Mais de 600 iniciativas de formação artística recebem recursos da Lei, como Talentos da Amazônia (AM), Instituto Baccarelli (SP), Teias da Juventude (CE), Orquestra Jovem de Maragogi (AL) e Escola do Teatro Bolshoi no Brasil (SC). Cerca de 120 grupos e coletivos também são mantidos, incluindo o Grupo Corpo (MG), Grupo Galpão (MG), Grupo de Teatro Palha (PA), Orquestra Sinfônica do Estado de São Paulo e o bloco carnavalesco Ilê Aiyê (BA).
O incentivo ainda apoia ações de empreendedorismo cultural em territórios vulneráveis, com projetos como Expo Favela (SP), Programa Jovem de Expressão (DF), Conexão da Periferia (GO), Prêmio Pretas Potências (SP) e PerifaImpacto (SP).
Nos últimos anos, o teatro musical consolidou-se como um segmento em expansão, promovendo emprego e turismo cultural. Hoje circulam pelo país 106 espetáculos, entre eles Elza, o Musical, Tom Jobim Musical, Rita Lee – Uma Autobiografia Musical, Torto Arado, o Musical, Tim Maia – Vale Tudo, Djavan – Vidas pra Contar e Ney Matogrosso – Homem com H.
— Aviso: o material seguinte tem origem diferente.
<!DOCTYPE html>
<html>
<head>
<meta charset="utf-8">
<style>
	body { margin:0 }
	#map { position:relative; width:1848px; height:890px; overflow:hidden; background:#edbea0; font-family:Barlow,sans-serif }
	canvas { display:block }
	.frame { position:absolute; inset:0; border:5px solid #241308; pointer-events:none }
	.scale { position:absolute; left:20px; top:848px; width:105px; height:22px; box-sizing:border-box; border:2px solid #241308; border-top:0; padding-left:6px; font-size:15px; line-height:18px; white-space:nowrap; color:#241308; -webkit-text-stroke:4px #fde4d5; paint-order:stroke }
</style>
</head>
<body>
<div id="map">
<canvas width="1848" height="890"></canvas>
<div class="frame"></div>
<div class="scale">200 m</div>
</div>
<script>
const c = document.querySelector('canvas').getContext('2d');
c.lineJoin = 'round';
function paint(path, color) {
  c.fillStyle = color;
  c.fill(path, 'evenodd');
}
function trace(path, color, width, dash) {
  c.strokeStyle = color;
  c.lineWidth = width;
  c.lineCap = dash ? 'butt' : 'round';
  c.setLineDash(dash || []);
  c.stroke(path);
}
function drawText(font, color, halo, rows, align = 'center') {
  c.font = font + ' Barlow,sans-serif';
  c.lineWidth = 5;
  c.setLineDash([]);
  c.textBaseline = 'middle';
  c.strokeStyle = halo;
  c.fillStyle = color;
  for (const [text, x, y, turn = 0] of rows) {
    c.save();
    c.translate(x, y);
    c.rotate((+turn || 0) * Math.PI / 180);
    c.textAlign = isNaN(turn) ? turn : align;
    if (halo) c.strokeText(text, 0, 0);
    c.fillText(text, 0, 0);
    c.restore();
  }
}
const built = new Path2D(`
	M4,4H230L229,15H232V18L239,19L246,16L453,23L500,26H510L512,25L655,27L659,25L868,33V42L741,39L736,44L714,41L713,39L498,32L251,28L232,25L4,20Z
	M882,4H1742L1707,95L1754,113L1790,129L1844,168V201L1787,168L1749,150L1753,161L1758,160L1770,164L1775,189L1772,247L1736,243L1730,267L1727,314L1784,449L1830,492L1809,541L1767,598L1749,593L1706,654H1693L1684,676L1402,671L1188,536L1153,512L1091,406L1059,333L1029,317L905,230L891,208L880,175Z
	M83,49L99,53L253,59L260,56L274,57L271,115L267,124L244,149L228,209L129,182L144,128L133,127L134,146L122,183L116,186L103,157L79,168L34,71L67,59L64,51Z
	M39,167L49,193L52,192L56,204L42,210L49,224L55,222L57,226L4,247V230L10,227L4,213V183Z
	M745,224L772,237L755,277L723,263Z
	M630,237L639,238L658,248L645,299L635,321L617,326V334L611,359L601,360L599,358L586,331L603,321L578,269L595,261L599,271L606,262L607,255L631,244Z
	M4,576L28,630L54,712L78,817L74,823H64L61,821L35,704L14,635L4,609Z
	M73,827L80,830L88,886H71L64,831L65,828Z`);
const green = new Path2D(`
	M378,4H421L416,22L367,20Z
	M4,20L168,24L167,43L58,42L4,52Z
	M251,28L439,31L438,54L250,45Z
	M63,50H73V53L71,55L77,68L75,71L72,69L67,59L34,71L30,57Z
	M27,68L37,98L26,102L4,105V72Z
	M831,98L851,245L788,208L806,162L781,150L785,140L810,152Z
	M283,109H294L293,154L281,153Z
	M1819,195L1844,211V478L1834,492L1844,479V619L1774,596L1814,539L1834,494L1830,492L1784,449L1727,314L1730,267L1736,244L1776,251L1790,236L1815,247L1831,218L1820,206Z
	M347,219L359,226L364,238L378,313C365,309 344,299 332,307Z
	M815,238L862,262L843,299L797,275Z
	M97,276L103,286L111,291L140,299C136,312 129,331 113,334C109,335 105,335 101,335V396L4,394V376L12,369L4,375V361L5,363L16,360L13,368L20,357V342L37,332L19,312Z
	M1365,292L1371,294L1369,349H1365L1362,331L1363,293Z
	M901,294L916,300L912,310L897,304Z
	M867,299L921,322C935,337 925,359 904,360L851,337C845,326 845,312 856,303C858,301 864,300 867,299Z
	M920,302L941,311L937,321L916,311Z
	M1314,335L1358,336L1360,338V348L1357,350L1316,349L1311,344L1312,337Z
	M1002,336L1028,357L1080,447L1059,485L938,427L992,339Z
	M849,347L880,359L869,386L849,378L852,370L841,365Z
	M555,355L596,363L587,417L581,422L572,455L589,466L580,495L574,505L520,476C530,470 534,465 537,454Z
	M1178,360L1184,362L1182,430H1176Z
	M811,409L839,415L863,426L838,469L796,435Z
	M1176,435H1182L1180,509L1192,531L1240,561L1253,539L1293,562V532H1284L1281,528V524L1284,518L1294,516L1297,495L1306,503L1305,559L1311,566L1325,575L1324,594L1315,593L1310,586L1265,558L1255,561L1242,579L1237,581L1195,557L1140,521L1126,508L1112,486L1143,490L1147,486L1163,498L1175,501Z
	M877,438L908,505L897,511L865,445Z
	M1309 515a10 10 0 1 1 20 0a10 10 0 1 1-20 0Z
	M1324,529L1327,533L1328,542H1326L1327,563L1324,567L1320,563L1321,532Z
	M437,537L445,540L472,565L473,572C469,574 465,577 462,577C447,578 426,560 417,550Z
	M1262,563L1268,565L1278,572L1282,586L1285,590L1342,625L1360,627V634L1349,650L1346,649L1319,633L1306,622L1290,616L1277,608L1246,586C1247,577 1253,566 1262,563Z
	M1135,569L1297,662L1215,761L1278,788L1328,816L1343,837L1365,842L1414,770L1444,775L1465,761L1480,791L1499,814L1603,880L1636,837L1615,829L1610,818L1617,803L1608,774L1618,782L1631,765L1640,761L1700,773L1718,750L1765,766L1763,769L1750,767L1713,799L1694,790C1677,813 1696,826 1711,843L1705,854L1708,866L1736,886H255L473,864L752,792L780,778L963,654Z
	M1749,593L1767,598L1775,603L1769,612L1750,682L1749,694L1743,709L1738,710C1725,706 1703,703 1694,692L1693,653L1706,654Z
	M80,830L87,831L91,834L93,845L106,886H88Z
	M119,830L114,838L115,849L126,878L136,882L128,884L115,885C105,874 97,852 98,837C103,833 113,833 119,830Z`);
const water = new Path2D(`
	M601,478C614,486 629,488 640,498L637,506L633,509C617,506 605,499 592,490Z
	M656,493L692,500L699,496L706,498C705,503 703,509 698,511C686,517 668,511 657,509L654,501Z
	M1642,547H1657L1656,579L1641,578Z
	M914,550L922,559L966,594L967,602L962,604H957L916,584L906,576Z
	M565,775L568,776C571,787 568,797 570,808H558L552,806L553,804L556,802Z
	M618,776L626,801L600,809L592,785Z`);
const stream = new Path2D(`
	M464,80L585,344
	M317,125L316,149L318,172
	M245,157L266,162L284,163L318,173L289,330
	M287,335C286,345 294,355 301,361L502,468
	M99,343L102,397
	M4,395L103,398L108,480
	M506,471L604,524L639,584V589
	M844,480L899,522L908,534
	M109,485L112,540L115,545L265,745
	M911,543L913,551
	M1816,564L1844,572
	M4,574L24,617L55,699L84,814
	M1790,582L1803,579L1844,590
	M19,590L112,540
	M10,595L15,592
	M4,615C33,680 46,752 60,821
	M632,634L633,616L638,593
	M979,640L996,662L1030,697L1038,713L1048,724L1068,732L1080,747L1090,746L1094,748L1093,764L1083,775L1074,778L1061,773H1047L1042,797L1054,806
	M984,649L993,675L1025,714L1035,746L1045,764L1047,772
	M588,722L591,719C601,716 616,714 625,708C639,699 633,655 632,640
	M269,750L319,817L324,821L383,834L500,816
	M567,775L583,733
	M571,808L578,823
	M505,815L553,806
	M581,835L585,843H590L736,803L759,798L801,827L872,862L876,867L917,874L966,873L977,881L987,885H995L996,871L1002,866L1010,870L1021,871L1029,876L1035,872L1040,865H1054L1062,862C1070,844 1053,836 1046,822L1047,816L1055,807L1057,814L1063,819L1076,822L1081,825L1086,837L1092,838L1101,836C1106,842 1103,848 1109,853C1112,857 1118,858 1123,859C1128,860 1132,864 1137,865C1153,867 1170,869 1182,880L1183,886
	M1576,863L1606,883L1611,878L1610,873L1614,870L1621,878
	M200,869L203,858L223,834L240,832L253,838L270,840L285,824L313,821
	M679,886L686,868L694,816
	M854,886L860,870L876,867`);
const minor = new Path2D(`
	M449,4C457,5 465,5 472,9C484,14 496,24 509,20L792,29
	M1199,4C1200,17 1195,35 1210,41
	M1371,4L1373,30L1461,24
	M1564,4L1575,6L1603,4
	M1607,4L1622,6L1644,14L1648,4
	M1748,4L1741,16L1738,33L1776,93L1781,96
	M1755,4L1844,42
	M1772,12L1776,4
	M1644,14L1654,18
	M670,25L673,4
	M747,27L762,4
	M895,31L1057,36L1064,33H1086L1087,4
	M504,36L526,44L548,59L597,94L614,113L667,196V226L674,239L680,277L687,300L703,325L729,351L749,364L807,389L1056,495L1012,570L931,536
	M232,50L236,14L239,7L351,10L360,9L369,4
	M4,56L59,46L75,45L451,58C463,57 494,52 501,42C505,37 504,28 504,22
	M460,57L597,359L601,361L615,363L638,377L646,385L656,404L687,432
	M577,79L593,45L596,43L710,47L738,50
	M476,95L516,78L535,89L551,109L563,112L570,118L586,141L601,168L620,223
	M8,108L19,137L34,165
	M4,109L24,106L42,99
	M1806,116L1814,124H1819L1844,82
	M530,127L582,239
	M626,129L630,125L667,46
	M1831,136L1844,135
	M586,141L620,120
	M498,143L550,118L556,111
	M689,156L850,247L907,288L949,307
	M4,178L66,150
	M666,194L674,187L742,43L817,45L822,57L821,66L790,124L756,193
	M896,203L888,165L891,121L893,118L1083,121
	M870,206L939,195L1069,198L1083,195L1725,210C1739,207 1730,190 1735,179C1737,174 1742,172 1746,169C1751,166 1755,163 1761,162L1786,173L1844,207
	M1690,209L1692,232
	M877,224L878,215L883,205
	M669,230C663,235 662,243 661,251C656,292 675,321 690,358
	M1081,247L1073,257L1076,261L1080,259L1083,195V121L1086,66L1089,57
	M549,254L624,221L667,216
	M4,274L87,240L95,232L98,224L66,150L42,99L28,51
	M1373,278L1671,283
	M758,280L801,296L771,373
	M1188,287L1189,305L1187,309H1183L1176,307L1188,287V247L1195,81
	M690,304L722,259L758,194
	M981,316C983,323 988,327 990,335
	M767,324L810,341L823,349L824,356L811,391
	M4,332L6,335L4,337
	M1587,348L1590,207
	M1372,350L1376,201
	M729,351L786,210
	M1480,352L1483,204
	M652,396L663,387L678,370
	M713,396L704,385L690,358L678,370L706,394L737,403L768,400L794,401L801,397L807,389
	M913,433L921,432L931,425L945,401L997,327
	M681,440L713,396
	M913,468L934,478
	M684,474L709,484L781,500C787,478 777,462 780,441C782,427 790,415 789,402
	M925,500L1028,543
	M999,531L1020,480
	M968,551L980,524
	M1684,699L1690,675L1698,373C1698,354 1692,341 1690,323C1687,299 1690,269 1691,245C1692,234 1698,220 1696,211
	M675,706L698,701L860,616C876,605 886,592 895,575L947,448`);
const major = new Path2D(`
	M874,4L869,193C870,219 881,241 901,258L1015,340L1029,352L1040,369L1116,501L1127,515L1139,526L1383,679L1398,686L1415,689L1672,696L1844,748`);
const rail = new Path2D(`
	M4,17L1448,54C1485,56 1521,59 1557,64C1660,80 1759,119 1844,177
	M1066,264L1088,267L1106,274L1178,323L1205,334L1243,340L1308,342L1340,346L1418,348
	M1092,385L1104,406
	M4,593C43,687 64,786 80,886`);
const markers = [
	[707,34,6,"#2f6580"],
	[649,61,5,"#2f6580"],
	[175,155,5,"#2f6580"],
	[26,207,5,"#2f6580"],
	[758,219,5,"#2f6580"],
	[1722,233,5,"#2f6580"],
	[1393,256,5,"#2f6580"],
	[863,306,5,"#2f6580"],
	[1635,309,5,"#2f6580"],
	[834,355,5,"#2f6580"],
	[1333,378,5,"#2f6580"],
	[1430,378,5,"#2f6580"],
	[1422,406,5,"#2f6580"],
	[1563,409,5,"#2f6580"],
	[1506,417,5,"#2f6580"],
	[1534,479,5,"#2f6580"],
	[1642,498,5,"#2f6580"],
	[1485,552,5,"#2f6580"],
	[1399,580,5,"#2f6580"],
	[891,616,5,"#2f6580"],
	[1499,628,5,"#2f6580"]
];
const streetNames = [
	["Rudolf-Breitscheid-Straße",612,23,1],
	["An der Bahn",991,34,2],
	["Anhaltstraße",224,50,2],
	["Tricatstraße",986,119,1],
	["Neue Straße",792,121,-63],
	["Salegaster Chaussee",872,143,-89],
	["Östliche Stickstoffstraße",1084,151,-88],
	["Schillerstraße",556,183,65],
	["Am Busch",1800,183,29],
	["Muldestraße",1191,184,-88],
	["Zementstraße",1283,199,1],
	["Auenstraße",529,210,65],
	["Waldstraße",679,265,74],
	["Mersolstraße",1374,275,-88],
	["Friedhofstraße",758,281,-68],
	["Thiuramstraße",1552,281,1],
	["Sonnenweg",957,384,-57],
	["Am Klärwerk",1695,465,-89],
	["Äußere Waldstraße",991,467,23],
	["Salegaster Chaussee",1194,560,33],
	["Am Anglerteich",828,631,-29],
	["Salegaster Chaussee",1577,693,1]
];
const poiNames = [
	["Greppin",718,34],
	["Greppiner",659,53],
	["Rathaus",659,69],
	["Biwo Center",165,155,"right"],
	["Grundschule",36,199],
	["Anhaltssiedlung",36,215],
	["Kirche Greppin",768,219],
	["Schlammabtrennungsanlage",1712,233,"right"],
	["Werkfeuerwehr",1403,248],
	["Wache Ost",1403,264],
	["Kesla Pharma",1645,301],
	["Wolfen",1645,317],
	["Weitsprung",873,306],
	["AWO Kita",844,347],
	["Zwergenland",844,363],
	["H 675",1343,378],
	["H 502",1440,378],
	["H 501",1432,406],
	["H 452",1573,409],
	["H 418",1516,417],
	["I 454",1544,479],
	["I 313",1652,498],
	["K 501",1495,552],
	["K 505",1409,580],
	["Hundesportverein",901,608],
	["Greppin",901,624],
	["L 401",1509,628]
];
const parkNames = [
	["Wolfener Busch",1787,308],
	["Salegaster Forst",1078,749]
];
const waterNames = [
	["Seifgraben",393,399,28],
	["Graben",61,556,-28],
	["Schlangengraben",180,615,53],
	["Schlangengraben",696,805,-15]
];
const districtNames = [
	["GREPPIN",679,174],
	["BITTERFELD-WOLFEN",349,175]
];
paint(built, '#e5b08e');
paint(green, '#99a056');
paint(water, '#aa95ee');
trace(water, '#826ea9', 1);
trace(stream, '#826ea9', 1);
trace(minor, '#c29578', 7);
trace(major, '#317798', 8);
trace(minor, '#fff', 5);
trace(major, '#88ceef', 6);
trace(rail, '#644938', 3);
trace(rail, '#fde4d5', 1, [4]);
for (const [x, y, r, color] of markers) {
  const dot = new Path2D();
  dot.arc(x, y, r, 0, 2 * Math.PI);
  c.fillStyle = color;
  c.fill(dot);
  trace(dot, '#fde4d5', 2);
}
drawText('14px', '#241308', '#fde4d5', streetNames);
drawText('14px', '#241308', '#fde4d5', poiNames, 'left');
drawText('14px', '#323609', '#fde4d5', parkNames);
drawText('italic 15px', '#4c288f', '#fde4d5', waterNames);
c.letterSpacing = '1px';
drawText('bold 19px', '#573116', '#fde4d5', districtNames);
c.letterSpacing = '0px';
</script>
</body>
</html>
No ano passado, ao completar 34 anos, a Lei Rouanet totalizou R$ 33,6 bilhões em investimentos nominais (R$ 60,5 bilhões corrigidos), gerando uma movimentação econômica de R$ 441,7 bilhões, segundo pesquisa da FGV, e impactando praticamente todos os setores produtivos do país. Esses números mostram que o incentivo cultural não apenas mantém a arte viva, mas também dinamiza a economia e amplia oportunidades em todo o território nacional.